**WHAT YOU ARE ASKED TO DO**
Restate all of the data below word for word.

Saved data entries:
....

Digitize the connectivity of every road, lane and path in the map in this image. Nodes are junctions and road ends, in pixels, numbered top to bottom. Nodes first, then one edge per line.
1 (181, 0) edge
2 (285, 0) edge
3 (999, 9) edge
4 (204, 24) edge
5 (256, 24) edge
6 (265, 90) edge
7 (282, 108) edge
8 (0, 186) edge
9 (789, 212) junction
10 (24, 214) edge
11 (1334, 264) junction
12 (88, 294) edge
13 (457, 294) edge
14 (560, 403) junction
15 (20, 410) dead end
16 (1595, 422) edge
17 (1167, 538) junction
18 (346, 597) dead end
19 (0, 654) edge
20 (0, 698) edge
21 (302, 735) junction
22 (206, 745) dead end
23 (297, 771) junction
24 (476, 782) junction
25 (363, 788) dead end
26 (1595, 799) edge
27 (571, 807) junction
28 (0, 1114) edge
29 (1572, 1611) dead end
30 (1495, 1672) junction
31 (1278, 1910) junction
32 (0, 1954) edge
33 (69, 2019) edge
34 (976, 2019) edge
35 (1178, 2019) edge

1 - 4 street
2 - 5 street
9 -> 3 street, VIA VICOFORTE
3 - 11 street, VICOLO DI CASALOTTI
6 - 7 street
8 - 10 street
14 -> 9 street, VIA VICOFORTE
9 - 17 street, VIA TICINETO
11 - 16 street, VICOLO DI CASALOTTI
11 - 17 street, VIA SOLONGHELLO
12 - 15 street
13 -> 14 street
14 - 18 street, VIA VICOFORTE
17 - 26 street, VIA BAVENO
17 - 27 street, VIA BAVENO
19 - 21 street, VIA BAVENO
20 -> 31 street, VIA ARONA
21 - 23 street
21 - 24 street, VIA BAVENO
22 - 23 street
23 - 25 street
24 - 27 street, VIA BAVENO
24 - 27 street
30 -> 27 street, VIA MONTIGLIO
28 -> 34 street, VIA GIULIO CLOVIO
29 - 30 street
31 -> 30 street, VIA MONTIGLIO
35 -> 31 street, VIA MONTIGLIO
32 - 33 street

....

**RESPONSE**
Digitize the connectivity of every road, lane and path in the map in this image. Nodes are junctions and road ends, in pixels, numbered top to bottom. Nodes first, then one edge per line.
1 (181, 0) edge
2 (285, 0) edge
3 (999, 9) edge
4 (204, 24) edge
5 (256, 24) edge
6 (265, 90) edge
7 (282, 108) edge
8 (0, 186) edge
9 (789, 212) junction
10 (24, 214) edge
11 (1334, 264) junction
12 (88, 294) edge
13 (457, 294) edge
14 (560, 403) junction
15 (20, 410) dead end
16 (1595, 422) edge
17 (1167, 538) junction
18 (346, 597) dead end
19 (0, 654) edge
20 (0, 698) edge
21 (302, 735) junction
22 (206, 745) dead end
23 (297, 771) junction
24 (476, 782) junction
25 (363, 788) dead end
26 (1595, 799) edge
27 (571, 807) junction
28 (0, 1114) edge
29 (1572, 1611) dead end
30 (1495, 1672) junction
31 (1278, 1910) junction
32 (0, 1954) edge
33 (69, 2019) edge
34 (976, 2019) edge
35 (1178, 2019) edge

1 - 4 street
2 - 5 street
9 -> 3 street, VIA VICOFORTE
3 - 11 street, VICOLO DI CASALOTTI
6 - 7 street
8 - 10 street
14 -> 9 street, VIA VICOFORTE
9 - 17 street, VIA TICINETO
11 - 16 street, VICOLO DI CASALOTTI
11 - 17 street, VIA SOLONGHELLO
12 - 15 street
13 -> 14 street
14 - 18 street, VIA VICOFORTE
17 - 26 street, VIA BAVENO
17 - 27 street, VIA BAVENO
19 - 21 street, VIA BAVENO
20 -> 31 street, VIA ARONA
21 - 23 street
21 - 24 street, VIA BAVENO
22 - 23 street
23 - 25 street
24 - 27 street, VIA BAVENO
24 - 27 street
30 -> 27 street, VIA MONTIGLIO
28 -> 34 street, VIA GIULIO CLOVIO
29 - 30 street
31 -> 30 street, VIA MONTIGLIO
35 -> 31 street, VIA MONTIGLIO
32 - 33 street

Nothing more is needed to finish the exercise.